* _Task goal_: Scan the records below and copy every line that contains the string "dead".

Collected data

========

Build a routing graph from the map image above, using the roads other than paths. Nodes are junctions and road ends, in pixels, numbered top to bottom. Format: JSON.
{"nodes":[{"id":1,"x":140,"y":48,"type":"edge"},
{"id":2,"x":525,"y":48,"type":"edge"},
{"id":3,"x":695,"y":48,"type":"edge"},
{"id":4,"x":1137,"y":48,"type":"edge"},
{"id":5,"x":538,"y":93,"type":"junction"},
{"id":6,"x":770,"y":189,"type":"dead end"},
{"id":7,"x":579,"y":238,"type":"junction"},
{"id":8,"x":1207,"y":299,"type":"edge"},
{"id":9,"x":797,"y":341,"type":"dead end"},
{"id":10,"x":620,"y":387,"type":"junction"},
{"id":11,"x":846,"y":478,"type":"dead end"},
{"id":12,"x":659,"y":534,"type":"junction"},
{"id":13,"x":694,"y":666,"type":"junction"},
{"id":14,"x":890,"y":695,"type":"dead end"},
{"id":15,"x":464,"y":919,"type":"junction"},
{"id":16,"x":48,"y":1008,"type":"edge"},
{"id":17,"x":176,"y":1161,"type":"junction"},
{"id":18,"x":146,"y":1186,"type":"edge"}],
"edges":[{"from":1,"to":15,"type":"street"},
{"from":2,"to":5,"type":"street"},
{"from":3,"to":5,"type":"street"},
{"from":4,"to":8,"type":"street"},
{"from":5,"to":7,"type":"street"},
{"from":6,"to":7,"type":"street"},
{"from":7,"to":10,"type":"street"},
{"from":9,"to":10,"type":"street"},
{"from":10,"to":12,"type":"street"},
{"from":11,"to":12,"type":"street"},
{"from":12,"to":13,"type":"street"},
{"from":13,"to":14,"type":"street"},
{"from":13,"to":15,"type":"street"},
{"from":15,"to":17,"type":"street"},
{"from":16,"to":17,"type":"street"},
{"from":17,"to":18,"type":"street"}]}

========

* _Your solution_:
{"id":6,"x":770,"y":189,"type":"dead end"},
{"id":9,"x":797,"y":341,"type":"dead end"},
{"id":11,"x":846,"y":478,"type":"dead end"},
{"id":14,"x":890,"y":695,"type":"dead end"},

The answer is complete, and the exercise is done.